- 1Department of Hydraulics and Hydrology, Faculty of Civil Engineering, Czech Technical University in Prague, Prague, Czechia (yingsong@cvut.cz)
- 2College of Hydrology and Water Resources, Hohai University, Nanjing, China (yingsong@cvut.cz)
Commercial microwave links (CMLs) have recently shown great potential in urban drainage modelling due to their ability to provide rainfall-runoff dynamics. Studies investigating potential of CMLs to improve rainfall-runoff modelling typically used mechanistic hydrodynamic models driven by quantitative precipitation estimates (QPEs) derived from CML attenuation data. Naturally, some errors are introduced, primarily related to CML rainfall retrieval model, including uncertainties in wet antenna attention correction, as well as errors originated from path-averaged character of CML QPEs. These processing steps not only generate some new uncertainties but also result in a loss of valuable information contained in raw data. Besides, mechanistic models require high-quality pre-processed input rainfall data, which adds complexity to the application. We address these issues by employing raw CML attenuation data without QPE derivation using a data-driven discharge model.

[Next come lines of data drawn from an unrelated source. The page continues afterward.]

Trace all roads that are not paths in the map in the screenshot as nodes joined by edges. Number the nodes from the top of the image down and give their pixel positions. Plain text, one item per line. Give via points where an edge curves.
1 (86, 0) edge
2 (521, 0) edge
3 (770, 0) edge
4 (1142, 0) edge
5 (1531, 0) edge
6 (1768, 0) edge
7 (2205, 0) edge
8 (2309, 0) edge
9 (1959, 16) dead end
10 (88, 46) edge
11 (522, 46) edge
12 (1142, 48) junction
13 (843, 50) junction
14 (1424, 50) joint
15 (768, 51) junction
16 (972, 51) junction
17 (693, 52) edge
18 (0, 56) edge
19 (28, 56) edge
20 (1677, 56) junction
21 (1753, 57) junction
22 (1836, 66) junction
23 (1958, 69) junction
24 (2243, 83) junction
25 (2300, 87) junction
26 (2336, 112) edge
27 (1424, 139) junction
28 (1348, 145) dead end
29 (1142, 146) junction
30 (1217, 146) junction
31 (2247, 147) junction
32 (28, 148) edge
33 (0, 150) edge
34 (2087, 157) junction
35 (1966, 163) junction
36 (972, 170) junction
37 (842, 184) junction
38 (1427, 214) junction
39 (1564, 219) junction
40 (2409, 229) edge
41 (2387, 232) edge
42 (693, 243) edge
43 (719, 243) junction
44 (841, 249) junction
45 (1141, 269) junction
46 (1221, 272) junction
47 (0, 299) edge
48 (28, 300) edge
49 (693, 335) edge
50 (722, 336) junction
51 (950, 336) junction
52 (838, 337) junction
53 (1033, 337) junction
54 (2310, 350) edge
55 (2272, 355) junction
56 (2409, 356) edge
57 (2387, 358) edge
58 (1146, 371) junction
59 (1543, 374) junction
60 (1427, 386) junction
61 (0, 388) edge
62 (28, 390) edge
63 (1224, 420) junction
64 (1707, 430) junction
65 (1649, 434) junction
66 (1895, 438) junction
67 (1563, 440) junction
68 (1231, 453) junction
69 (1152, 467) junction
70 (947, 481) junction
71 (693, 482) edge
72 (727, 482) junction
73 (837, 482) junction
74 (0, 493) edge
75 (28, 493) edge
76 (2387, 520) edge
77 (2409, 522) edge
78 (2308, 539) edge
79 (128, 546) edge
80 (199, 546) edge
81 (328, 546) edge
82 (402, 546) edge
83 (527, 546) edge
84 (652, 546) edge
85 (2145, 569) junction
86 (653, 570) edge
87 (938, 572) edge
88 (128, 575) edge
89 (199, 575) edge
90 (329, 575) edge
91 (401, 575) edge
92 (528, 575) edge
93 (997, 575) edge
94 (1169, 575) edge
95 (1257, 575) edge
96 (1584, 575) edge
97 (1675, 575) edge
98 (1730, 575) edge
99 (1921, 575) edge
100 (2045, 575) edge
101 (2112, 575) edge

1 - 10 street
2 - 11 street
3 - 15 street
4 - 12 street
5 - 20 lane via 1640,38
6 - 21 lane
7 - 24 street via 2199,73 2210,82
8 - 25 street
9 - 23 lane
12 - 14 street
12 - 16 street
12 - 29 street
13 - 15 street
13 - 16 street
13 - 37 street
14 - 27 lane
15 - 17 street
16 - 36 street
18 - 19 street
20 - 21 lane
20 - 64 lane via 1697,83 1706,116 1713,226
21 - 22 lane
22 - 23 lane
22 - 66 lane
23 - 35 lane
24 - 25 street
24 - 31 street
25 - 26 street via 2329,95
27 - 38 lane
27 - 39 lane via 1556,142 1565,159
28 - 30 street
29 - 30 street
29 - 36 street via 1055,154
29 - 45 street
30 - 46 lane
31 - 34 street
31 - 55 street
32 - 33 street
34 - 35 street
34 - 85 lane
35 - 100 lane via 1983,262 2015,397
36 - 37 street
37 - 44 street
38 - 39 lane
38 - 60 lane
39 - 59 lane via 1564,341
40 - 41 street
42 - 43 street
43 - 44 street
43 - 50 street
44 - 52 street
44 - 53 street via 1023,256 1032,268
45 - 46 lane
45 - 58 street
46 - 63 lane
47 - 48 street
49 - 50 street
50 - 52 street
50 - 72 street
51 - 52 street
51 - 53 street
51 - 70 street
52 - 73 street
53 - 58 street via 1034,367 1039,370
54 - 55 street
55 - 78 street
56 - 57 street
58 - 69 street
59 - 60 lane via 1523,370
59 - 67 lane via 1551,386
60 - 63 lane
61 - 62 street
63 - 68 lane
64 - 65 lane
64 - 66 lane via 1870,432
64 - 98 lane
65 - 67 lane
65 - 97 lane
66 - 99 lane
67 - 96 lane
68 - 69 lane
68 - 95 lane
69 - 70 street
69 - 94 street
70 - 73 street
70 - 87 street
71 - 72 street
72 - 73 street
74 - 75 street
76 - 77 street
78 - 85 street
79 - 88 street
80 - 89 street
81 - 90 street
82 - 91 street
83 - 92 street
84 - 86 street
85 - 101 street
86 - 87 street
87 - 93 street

A Random Forest (RF) model is employed to estimate 2-minute urban runoff using the raw CML data. The study area is a small urban catchment (1.3 km2) with a lag time of approximately 20 minutes. Datasets consist of 1-minute rainfall data from 3 rain gauges, 10-second CML data from 14 CMLs and 2-minute flow data collected during the year 2014 to 2016. A calibrated SWMM hydrological model driven by the 3 local rain gauges is used as a benchmark.
We find that: (1) Compared with rainfall data as inputs, CML attenuation data performs equally well or better in runoff simulation. The RF model with CMLs inputs achieves NSE of 0.90, PCC of 0.95, RMSE of 0.03 m³/s, and MAE of 0.02 m³/s; (2) The RF model produces comparable results to the SWMM model benchmark; (3) In addition, the RF using CML data can be used for runoff prediction exceeding horizon of the lag time. It accurately forecasts runoff up to 40-minute ahead, with NSE greater than 0.77 and PCC exceeding 0.88, whereas the RF using rain-gauge data struggles to forecast runoff more than 30-minute ahead. These results demonstrate that CML raw data can accurately yield runoff dynamics and volumes, and can be used for short-term runoff predictions.
How to cite: Song, Y., Martin, F., and Bareš, V.: The benefits of using raw CML attenuation data to predict urban runoff, EGU General Assembly 2025, Vienna, Austria, 27 Apr–2 May 2025, EGU25-11333, https://doi.org/10.5194/egusphere-egu25-11333, 2025.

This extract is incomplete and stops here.